Compared to Ward, Esposito said Teran clearly has a vision for the party to move forward where the Republican Party continues to be more divisive than ever. “We’ll see how that holds over the next two years,” he said.
2022 is a big election year for Arizona since Kelly’s Senate seat will be up, and all five statewide offices will be on the ballot, with the governor’s race wide open after Ducey terms out, plus two seats on the Corporation Commission and a redistricted Congress and Legislature. Both parties have a lot to work with leading up to that election.
Adams said he believes that Republicans can continue to win in Arizona, despite now having an obstacle in Ward. He said there are several financial backchannels Republicans can use without having to go through the state party, but it just makes it more challenging. To win, Adams said, Republicans must continue to put forward good candidates because it’s no longer useful to rely on having an “R” next to your name.

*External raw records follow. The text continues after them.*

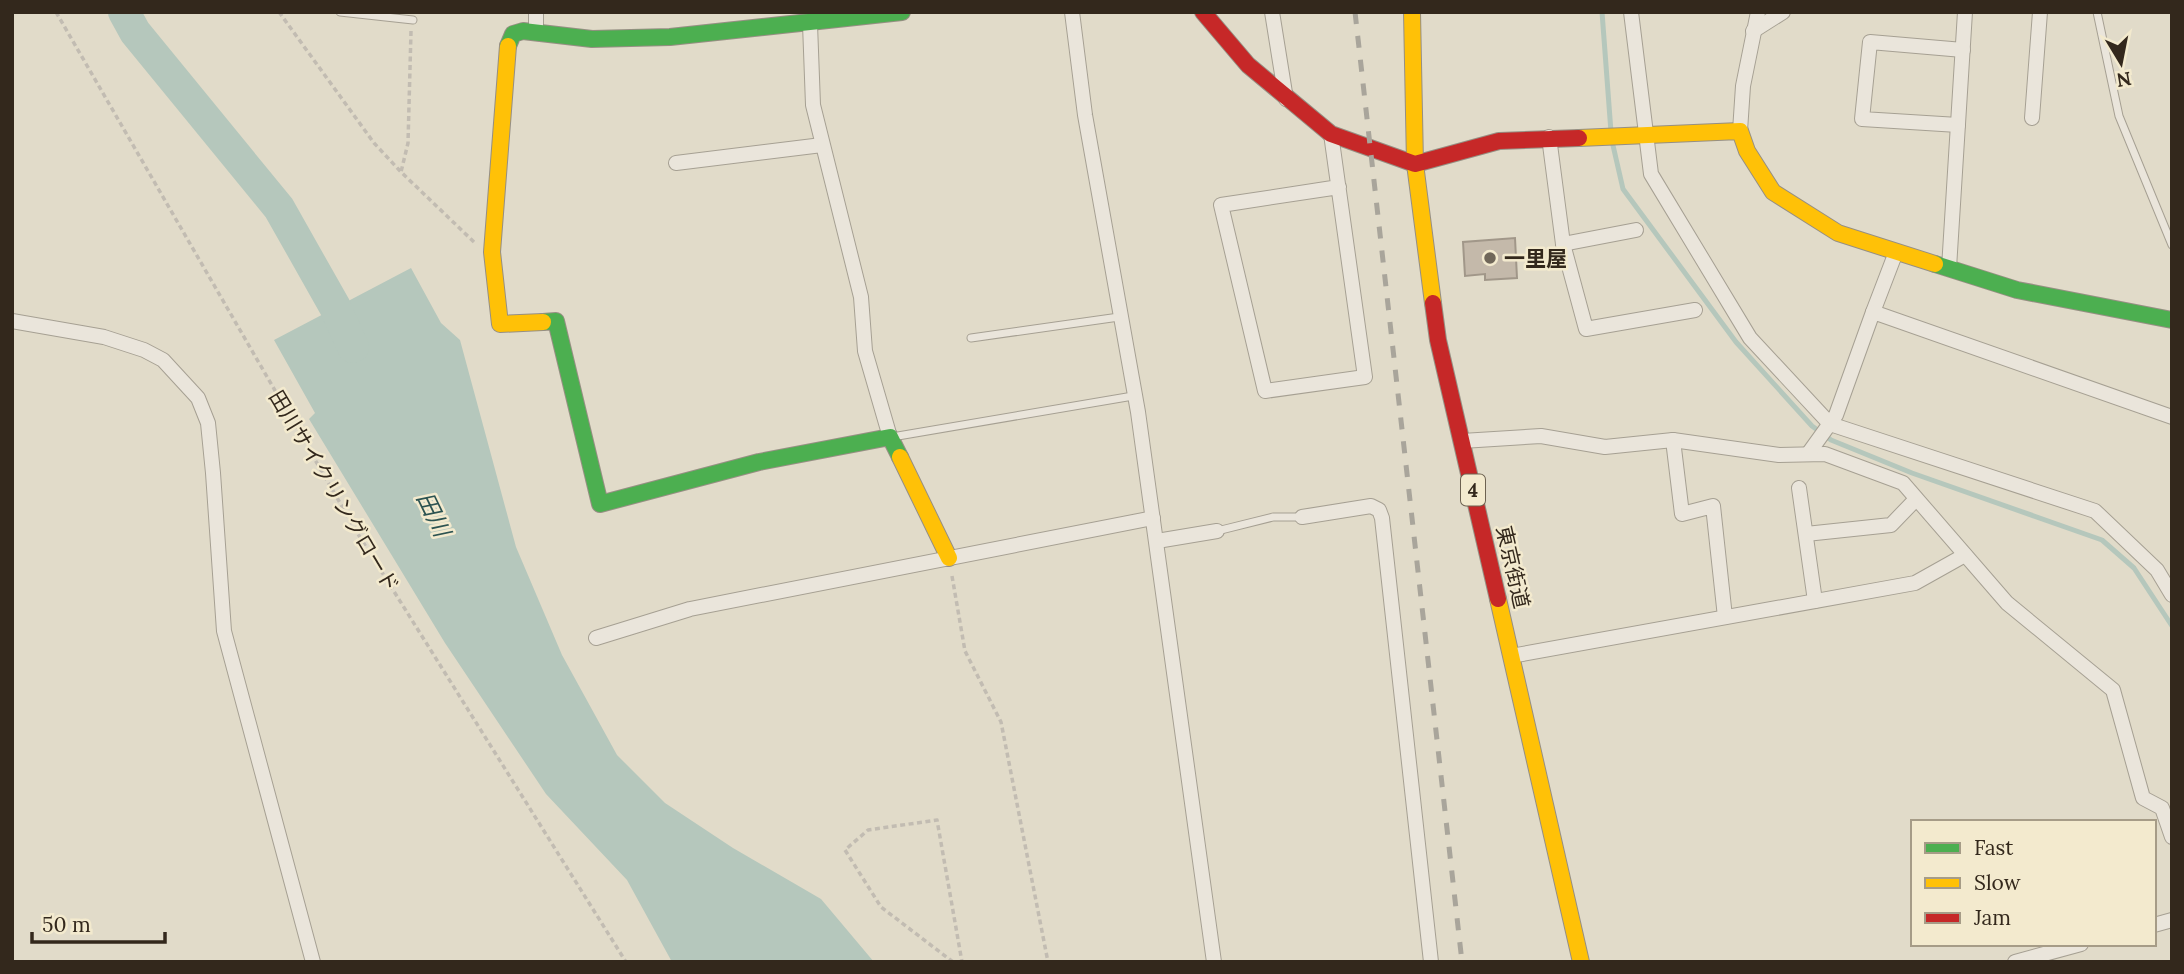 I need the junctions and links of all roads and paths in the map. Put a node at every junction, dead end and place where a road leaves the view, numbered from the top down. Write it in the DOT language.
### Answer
graph roads {
  1 [pos="56,12"];
  2 [pos="279,12"];
  3 [pos="340,12"];
  4 [pos="536,12"];
  5 [pos="902,12"];
  6 [pos="1072,12"];
  7 [pos="1203,12"];
  8 [pos="1272,12"];
  9 [pos="1412,12"];
  10 [pos="1630,12"];
  11 [pos="1758,12"];
  12 [pos="1783,12"];
  13 [pos="1965,12"];
  14 [pos="2040,12"];
  15 [pos="2096,12"];
  16 [pos="413,20"];
  17 [pos="804,20"];
  18 [pos="536,31"];
  19 [pos="1753,31"];
  20 [pos="1963,50"];
  21 [pos="1286,99"];
  22 [pos="2032,118"];
  23 [pos="1958,125"];
  24 [pos="1740,131"];
  25 [pos="1331,134"];
  26 [pos="1645,134"];
  27 [pos="1549,137"];
  28 [pos="822,145"];
  29 [pos="676,163"];
  30 [pos="1415,164"];
  31 [pos="401,172"];
  32 [pos="1339,187"];
  33 [pos="1636,230"];
  34 [pos="1563,244"];
  35 [pos="2172,244"];
  36 [pos="1896,252"];
  37 [pos="492,253"];
  38 [pos="1949,268"];
  39 [pos="1695,310"];
  40 [pos="1873,312"];
  41 [pos="1119,317"];
  42 [pos="2172,320"];
  43 [pos="12,321"];
  44 [pos="971,338"];
  45 [pos="1133,396"];
  46 [pos="2172,417"];
  47 [pos="1828,426"];
  48 [pos="890,437"];
  49 [pos="1673,440"];
  50 [pos="1462,441"];
  51 [pos="1810,451"];
  52 [pos="1799,488"];
  53 [pos="1916,499"];
  54 [pos="1302,517"];
  55 [pos="1153,518"];
  56 [pos="1217,531"];
  57 [pos="1806,534"];
  58 [pos="1157,541"];
  59 [pos="1965,555"];
  60 [pos="949,558"];
  61 [pos="2172,596"];
  62 [pos="1815,601"];
  63 [pos="1725,617"];
  64 [pos="596,638"];
  65 [pos="1511,656"];
  66 [pos="2172,837"];
  67 [pos="2074,946"];
  68 [pos="313,962"];
  69 [pos="626,962"];
  70 [pos="953,962"];
  71 [pos="962,962"];
  72 [pos="1048,962"];
  73 [pos="1214,962"];
  74 [pos="1431,962"];
  75 [pos="1581,962"];
  76 [pos="2015,962"];
  1 -- 69 [label="path, 田川サイクリングロード"];
  2 -- 31 [label="path"];
  3 -- 16 [label="lane"];
  4 -- 18 [label="street"];
  5 -- 17 [label="main road"];
  6 -- 41 [label="street"];
  7 -- 21 [label="main road"];
  8 -- 21 [label="street"];
  9 -- 30 [label="main road, 東京街道 / 4"];
  10 -- 26 [label="street"];
  11 -- 19 [label="street"];
  12 -- 19 [label="street"];
  13 -- 20 [label="street"];
  14 -- 22 [label="street"];
  15 -- 35 [label="lane"];
  16 -- 31 [label="path"];
  17 -- 18 [label="main road"];
  17 -- 28 [label="street"];
  18 -- 37 [label="main road"];
  19 -- 24 [label="street"];
  20 -- 23 [label="street"];
  20 -- 23 [label="street"];
  21 -- 25 [label="main road"];
  23 -- 38 [label="street"];
  24 -- 26 [label="main road"];
  24 -- 36 [label="main road"];
  25 -- 30 [label="main road"];
  25 -- 32 [label="street"];
  26 -- 27 [label="main road"];
  26 -- 47 [label="street"];
  27 -- 30 [label="main road"];
  27 -- 34 [label="street"];
  28 -- 29 [label="street"];
  28 -- 48 [label="street"];
  30 -- 50 [label="main road, 東京街道 / 4"];
  31 -- 37 [label="path"];
  32 -- 32 [label="street"];
  33 -- 34 [label="street"];
  34 -- 39 [label="street"];
  36 -- 38 [label="main road"];
  36 -- 40 [label="street"];
  37 -- 48 [label="main road"];
  38 -- 42 [label="main road"];
  40 -- 46 [label="street"];
  40 -- 47 [label="street"];
  41 -- 44 [label="lane"];
  41 -- 45 [label="street"];
  43 -- 68 [label="street"];
  45 -- 48 [label="lane"];
  45 -- 55 [label="street"];
  47 -- 51 [label="street"];
  47 -- 61 [label="street"];
  48 -- 60 [label="main road"];
  49 -- 50 [label="street"];
  49 -- 51 [label="street"];
  49 -- 63 [label="street"];
  50 -- 65 [label="main road, 東京街道 / 4"];
  51 -- 53 [label="street"];
  52 -- 57 [label="street"];
  53 -- 57 [label="street"];
  53 -- 59 [label="street"];
  54 -- 56 [label="lane"];
  54 -- 74 [label="street"];
  55 -- 58 [label="street"];
  55 -- 60 [label="street"];
  56 -- 58 [label="street"];
  57 -- 62 [label="street"];
  58 -- 73 [label="street"];
  59 -- 62 [label="street"];
  59 -- 66 [label="street"];
  60 -- 64 [label="street"];
  60 -- 72 [label="path"];
  62 -- 63 [label="street"];
  63 -- 65 [label="street"];
  65 -- 75 [label="main road, 東京街道 / 4"];
  67 -- 76 [label="street"];
  70 -- 71 [label="path"];
} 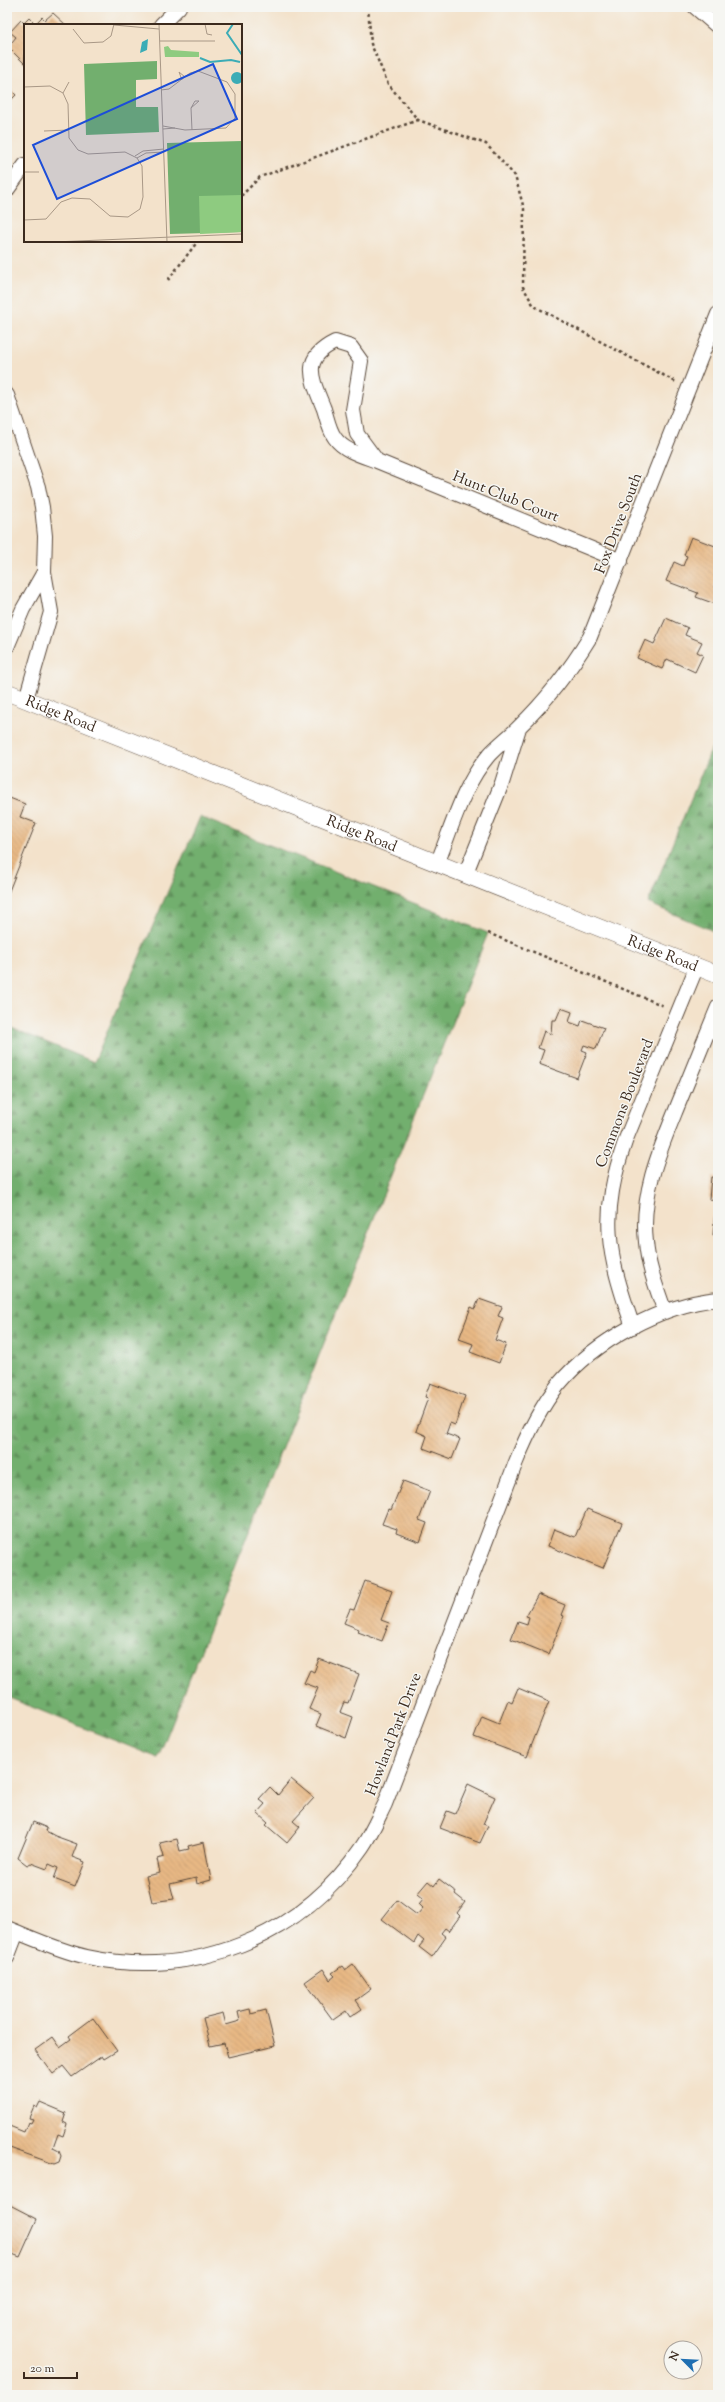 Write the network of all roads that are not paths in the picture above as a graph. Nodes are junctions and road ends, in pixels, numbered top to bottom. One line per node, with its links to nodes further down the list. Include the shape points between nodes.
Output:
1 (179, 7): 3 (street)
2 (696, 7): 4 (street)
3 (162, 24)
4 (718, 28)
5 (24, 166): 6 (street)
6 (7, 190)
7 (718, 314): 11 (street, Fox Drive South)
8 (7, 395): 9 (street)
9 (11, 420): 12 (street, via 38,487 45,536)
10 (377, 462): 10 (street, Hunt Club Court, via 357,434 353,410 361,361 351,347 335,342 320,349 312,364 312,379 335,438 349,450); 11 (street, Hunt Club Court)
11 (621, 561): 16 (street, Fox Drive South, via 590,637 575,662)
12 (44, 572): 13 (street, via 23,609); 15 (street, via 51,612)
13 (7, 647)
14 (7, 692): 15 (street, Ridge Road)
15 (26, 699): 17 (street, Ridge Road)
16 (519, 727): 17 (street, Fox Drive South, via 489,755 467,788); 18 (street, Fox Drive South, via 502,783)
17 (437, 864): 18 (street, Ridge Road)
18 (465, 875): 19 (street, Ridge Road)
19 (696, 966): 20 (street, Ridge Road); 24 (street, Commons Boulevard, via 626,1139 618,1162 608,1210 615,1275)
20 (718, 975)
21 (718, 1007): 23 (street, via 662,1143 651,1178 645,1242 652,1274)
22 (718, 1299): 23 (street, Howland Park Drive)
23 (665, 1312): 24 (street, Howland Park Drive)
24 (633, 1327): 25 (street, Howland Park Drive, via 574,1367 540,1411 516,1462 385,1804 362,1846 325,1891 304,1909 258,1937 229,1949 177,1961 136,1963 85,1956)
25 (12, 1930): 26 (street)
26 (7, 1958)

He said Republicans are increasingly willing to vote for sufficiently moderate Democrats, such as Sinema and Kelly, and the GOP needs to court “Ducey-Sinema” voters, who are the voters of the future, he said, not simply rely on the fringe that Ward represents.
Adams has made it clear he thinks Ward is extreme and said Republicans who still haven’t made a point to come out publicly against Ward and her loyalists are still learning to navigate the waters in a post-Trump world.
“Others have governing responsibilities that need to be tended to as a first priority. So they’re focused on that,” he said.
Count Kathy Petsas, the Republican chair of the Legislative District 28 party, among those who condemn Ward.
She stands by Ducey, who lives in her district and is a state committeeman, and has adamantly criticized Ward for being a terrible choice to lead the party. She said not a single committeeman in LD28 voted for Ward in 2019 or this year. That includes Ducey, Attorney General Mark Brnovich and several other elected officials.
“She is unfit to lead,” Petsas said, adding that she (Petsas) is tired of being lumped into the Ward-faction of the party just because she makes a lot of noise.
Only 1,300 people participated in the AZGOP election, Petsas said, compared to roughly 1.5 million registered Republicans in Arizona. They do “not represent the diversity of thought, respect for the rule of law, economic pragmatism, and integrity of the full party.”